The shake-down seems to have had the desired effect, as overall credit levels have fallen 20.3% year-on-year according to the latest data this week, now standing at the lowest level since December 2012. The crucial question, says Mark Williams, an economist at Capital Economics, is “whether credit growth continues to slow in July. If not, policymakers may be forced to take further drastic steps.”

Wei Yao, an analyst at Societe Generale, says “the chances of upside surprises from the upcoming data releases are fairly limited. Also we don’t think policymakers will substantially ease their tough love stance.”

As China realigns its economy towards a more “sustainable” model, some are expecting annual GDP to fall to the slowest pace in two decades. The consensus forecast is for annual growth to match last month’s reading of 7.7%. However, comments from Chinese finance minister Lou Jiwei on Thursday seemed to suggest that growth may expand less than the government’s target of 7.5% in 2013, possibly coming in as low as 6.5%.
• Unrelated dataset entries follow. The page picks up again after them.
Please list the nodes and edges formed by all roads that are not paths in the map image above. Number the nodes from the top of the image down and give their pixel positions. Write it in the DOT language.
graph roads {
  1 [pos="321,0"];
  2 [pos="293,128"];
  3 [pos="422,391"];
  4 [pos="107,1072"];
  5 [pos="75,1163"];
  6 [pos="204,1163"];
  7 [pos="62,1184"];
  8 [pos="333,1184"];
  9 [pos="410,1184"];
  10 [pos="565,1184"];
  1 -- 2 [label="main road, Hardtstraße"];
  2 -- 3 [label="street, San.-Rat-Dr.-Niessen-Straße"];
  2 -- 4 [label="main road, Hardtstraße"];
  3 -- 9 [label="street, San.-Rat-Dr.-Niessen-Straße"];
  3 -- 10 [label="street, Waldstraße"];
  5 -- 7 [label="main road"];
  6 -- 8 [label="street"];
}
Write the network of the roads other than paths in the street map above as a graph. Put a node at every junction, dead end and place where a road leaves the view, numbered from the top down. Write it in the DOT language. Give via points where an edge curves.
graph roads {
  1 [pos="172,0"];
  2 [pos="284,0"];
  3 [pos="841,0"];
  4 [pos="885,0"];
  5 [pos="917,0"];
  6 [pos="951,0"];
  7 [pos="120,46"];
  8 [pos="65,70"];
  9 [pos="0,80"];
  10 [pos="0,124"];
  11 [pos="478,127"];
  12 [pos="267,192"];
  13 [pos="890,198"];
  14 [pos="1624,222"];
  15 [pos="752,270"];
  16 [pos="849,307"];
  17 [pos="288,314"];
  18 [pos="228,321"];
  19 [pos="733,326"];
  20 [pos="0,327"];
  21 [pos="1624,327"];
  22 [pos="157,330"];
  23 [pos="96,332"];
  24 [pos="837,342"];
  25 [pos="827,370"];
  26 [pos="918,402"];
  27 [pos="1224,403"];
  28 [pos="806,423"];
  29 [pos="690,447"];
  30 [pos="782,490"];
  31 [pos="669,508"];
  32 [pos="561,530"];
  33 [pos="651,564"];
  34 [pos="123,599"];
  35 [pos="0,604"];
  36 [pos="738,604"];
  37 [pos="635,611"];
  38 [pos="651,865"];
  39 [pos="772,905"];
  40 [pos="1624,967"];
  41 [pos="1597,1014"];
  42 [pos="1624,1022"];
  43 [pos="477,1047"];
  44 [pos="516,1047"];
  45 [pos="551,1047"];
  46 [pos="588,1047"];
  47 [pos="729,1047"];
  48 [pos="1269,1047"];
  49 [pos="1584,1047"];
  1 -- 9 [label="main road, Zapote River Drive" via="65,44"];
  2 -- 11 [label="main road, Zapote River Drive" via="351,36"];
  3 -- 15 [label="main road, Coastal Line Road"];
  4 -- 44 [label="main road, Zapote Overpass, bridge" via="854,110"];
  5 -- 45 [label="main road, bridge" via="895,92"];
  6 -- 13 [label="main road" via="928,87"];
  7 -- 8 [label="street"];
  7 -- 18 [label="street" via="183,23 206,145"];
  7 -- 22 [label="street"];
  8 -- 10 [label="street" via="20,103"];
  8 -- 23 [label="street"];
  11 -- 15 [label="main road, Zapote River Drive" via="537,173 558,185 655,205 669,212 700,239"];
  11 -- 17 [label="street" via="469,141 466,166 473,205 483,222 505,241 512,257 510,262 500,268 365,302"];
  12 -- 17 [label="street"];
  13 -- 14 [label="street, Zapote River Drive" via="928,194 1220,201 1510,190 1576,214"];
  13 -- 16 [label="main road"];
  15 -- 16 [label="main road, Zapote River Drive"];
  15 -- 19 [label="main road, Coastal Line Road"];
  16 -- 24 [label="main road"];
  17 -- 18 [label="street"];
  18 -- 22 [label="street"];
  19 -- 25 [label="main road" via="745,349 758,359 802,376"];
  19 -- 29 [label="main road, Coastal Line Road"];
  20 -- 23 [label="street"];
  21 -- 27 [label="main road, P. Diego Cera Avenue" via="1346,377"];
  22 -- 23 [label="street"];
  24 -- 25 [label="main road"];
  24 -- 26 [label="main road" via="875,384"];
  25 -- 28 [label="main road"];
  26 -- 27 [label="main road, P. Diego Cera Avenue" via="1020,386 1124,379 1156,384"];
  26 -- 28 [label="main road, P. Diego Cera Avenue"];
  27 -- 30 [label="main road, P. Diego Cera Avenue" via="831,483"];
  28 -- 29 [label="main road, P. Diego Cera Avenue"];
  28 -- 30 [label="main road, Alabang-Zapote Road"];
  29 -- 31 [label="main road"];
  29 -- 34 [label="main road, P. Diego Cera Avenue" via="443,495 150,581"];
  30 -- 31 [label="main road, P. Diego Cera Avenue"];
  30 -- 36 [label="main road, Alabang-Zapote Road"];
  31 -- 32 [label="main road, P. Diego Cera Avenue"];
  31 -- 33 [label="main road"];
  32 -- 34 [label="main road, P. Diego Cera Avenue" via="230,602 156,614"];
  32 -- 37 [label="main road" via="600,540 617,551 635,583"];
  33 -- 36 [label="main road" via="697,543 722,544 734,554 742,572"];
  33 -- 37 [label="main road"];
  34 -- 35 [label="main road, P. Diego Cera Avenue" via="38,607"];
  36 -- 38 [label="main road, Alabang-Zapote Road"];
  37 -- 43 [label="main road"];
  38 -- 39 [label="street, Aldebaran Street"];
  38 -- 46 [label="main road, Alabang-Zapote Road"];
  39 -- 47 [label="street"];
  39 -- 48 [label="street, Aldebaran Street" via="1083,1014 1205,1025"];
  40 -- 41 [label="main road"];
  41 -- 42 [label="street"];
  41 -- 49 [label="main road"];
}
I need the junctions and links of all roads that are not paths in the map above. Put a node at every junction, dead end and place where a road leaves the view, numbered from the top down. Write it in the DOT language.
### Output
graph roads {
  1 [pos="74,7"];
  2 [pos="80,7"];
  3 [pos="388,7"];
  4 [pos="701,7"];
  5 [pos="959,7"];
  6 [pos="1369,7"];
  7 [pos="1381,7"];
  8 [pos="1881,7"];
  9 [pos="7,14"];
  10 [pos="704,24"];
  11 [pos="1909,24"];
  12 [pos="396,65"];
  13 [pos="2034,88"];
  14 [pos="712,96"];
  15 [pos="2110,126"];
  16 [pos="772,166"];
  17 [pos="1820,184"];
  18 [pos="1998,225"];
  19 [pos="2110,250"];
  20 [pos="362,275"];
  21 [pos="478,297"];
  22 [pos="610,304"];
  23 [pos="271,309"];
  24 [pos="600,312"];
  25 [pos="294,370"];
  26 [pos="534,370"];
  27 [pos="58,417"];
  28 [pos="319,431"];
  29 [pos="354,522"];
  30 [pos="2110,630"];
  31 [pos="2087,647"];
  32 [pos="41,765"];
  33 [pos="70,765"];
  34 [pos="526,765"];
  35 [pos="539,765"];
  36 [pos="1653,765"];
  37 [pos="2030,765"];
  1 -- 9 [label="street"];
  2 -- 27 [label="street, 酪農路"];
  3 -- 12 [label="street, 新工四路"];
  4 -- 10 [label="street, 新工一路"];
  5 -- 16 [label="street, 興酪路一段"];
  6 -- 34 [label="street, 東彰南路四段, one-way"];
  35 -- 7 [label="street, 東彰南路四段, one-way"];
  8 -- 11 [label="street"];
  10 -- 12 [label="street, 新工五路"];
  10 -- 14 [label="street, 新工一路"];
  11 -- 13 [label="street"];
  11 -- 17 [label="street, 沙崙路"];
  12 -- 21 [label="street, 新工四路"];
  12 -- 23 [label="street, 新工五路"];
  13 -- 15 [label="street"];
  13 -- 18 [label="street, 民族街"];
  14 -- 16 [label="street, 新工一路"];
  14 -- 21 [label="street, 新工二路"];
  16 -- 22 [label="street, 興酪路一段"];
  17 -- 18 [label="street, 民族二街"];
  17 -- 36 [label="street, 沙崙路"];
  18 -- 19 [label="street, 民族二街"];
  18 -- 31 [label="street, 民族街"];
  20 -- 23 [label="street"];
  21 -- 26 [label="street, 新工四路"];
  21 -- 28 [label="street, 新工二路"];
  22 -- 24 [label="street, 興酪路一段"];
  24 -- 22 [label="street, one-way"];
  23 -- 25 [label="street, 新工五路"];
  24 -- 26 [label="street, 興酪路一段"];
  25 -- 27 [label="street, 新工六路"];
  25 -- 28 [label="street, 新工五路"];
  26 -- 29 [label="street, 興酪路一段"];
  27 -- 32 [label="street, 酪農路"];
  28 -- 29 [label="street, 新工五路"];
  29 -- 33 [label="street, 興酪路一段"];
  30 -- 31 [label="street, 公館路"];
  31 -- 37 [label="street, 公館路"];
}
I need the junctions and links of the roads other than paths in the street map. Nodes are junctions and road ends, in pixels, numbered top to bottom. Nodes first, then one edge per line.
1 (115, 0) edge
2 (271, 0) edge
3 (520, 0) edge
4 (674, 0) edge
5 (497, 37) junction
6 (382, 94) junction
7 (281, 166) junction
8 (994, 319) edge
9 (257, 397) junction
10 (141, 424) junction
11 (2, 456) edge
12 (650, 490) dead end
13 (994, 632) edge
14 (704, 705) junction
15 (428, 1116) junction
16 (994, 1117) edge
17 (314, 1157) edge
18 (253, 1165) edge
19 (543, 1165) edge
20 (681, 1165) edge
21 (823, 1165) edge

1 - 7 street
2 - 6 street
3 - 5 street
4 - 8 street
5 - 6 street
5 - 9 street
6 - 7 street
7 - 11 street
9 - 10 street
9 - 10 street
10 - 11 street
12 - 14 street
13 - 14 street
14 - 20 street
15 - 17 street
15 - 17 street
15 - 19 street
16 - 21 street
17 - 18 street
The prospect of a slowdown in China has exacerbated an already grim situation in Australia. New prime minister Kevin Rudd said on Thursday that “the truth is that the China resource boom is over”. Rudd stated that the “core task” of his government is to manage the economy’s transition away from mining dependence (of which China was a key customer), which has largely helped sustain its economy during the crisis years.

Unemployment has also risen to the highest level in four years this week at 5.7%. The Aussie-dollar has continued its recent slump, at one point, falling below $0.90 against the US dollar.

The RBA left policy on hold at its July meeting, although it maintained its easing bias. Traders will be hunting for clues as to when the RBA will cut next, with many expecting a rate cut to come in its August meeting. John Kicklighter, strategist at DailyFX notes “the market sees a 70% chance of an RBA rate next month.” Any suggestion in the minutes that a rate cut is closer may continue to put the Aussie under stress.

Elsewhere in Asia, we will also get the Bank of Japan’s minutes from its June policy meeting. The BoJ was on hold at the meeting, maintaining its aim to double Japan’s monetary base to Y270 trillion by the end of 2014.

Recent comments from policymakers are very encouraging. The BoJ dared to use the word “recovery” in its post-meeting statement for the first time since 2011. It suggests that the Bank is happy with its current levels of accommodation, given the positive tone of Japanese economic data over the last few weeks.